A atuação do Ministério Público como instituição única ou com cabeças que pensam de maneira diferente rachou ao meio a 6ª Turma do Superior Tribunal de Justiça. Os ministros discutiram se o MP pode se manifestar em determinada fase processual pela desclassificação de um crime e, posteriormente, por atuação de outro promotor, pedir a condenação por um crime mais grave.

A discussão sobre essa possibilidade terminou empatada em dois a dois no tribunal. Os ministros, no entanto, aplicaram o entendimento mais benéfico ao réu e anularam acórdão do Tribunal de Justiça do Rio de Janeiro. Lá, os desembargadores aplicaram sanção mais grave aos réus depois de a sentença de primeira instância desqualificar o crime de associação para o tráfico de drogas.

Os dois réus foram denunciados por tráfico e um deles, também por porte ilegal de armas. O juiz de primeira instância desqualificou o delito de tráfico para uso de substância entorpecente e manteve a acusação de porte de armas, depois de consultar o Ministério Público sobre a possibilidade. O promotor que atuava no caso, mesmo depois de ter apresentado a denúncia, foi favorável à desqualificação.

Em seguida, em recurso de apelação, o Tribunal do Rio revisou essa decisão com base em parecer de outro promotor e condenou ambos os acusados a três anos de reclusão em regime fechado por associação ao tráfico. Por isso, a defesa recorreu ao STJ.

A defesa alegou que, se a opinio delict — base com que o promotor se convence da justa causa para oferecer a Ação Penal — pudesse ser revista pelo promotor que sucedeu o anterior, os princípios do Ministério Público como unidade e sua indivisibilidade estariam completamente esvaziados, pois o órgão teria tantas opiniões delitivas quantos fossem seus integrantes. São princípios do MP a independência, a unidade e indivisibilidade: seus membros atuam como se fossem um, disse a defesa. O Tribunal de Justiça, contudo, entendeu que a divergência de opiniões entre seus representantes deve ser respeitada por previsão constitucional, que dá liberdade de convencimento a seus membros.

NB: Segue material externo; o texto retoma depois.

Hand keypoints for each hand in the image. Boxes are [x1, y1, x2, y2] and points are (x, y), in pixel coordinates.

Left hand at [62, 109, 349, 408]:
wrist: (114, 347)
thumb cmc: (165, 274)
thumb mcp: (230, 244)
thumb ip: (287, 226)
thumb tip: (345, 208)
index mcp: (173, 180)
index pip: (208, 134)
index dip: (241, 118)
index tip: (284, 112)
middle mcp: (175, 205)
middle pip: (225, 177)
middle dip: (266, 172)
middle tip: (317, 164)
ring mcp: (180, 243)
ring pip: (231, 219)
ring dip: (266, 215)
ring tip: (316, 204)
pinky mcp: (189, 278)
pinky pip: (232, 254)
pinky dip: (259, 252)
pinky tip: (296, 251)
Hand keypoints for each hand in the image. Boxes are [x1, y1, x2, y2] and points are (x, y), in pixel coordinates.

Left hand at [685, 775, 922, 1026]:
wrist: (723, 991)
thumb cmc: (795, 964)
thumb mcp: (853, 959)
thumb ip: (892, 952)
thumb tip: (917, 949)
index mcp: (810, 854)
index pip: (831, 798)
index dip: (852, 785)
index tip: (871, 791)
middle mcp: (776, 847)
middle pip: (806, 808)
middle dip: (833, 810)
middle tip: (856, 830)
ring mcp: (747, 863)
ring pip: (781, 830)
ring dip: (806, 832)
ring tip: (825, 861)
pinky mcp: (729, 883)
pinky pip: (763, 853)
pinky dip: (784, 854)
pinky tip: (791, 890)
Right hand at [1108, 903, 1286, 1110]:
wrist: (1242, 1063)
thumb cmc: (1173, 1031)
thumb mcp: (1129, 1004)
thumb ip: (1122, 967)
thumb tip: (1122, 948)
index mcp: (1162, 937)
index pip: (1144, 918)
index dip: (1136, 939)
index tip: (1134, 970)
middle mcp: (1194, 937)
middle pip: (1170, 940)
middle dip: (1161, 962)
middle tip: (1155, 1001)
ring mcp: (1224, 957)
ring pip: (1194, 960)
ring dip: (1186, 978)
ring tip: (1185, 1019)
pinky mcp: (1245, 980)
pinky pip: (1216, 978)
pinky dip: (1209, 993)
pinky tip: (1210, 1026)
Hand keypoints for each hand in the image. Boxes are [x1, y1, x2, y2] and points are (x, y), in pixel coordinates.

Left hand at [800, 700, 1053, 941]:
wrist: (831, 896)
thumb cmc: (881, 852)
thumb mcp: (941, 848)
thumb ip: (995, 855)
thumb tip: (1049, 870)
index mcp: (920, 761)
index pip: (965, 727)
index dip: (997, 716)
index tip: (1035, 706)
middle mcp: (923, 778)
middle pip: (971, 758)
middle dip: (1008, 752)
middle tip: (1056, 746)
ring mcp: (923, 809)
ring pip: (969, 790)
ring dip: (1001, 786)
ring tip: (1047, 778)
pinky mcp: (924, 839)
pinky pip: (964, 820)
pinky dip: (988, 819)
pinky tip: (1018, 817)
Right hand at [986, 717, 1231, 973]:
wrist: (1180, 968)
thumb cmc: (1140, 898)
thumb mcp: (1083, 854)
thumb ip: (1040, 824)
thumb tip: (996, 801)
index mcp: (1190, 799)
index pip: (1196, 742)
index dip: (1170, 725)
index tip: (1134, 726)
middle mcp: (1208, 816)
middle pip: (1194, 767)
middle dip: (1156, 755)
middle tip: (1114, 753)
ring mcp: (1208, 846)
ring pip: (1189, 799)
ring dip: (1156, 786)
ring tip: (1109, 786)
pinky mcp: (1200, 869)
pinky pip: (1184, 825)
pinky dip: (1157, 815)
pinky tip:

O relator no STJ, ministro Paulo Gallotti, entendeu que mesmo o representante do MP tendo entendido que, na fase de alegações finais, a hipótese não seria de levar a uma condenação por tráfico, não existe obstáculo para que outro membro interprete os fatos de forma diferente, buscando, por meio de recurso, uma condenação. O ministro destacou que a independência funcional não é incompatível com a unidade da instituição. “O princípio da independência, longe de dar carta branca à atuação arbitrária de membro do MP — e para coibir eventuais desvios existem os órgãos de correição —, tem por escopo tornar efetiva a atuação ministerial, de modo a atingir a defesa da ordem jurídica.”

O ministro Nilson Naves, que abriu a divergência, afirmou não ter dúvidas quanto à independência funcional do MP, mas disse ver com reservas essa irrestrita liberdade. Ele assinalou que uma coisa é a independência, outra coisa é o interesse em agir em determinados momentos processuais. Não há dúvidas de que o órgão possa pedir ao juiz que absolva o réu, mas “não é saudável, nem elegante” que volte seus próprios passos em nome ministerial e “desdizer o que já se havia dito em benefício do réu”. “Feita uma coisa, feita está. Desfazê-la significa ou ter dois pesos ou duas medidas, ou lhe conferir sabor lotérico, porque um representante não pode recorrer, outro pode.”

O julgamento ficou em dois a dois. O empate restabelece a sentença do juiz de primeira instância, da 6ª Vara Criminal de Nova Iguaçu, que é mais benéfica ao réu. Com informações da Assessoria de Imprensa do Superior Tribunal de Justiça.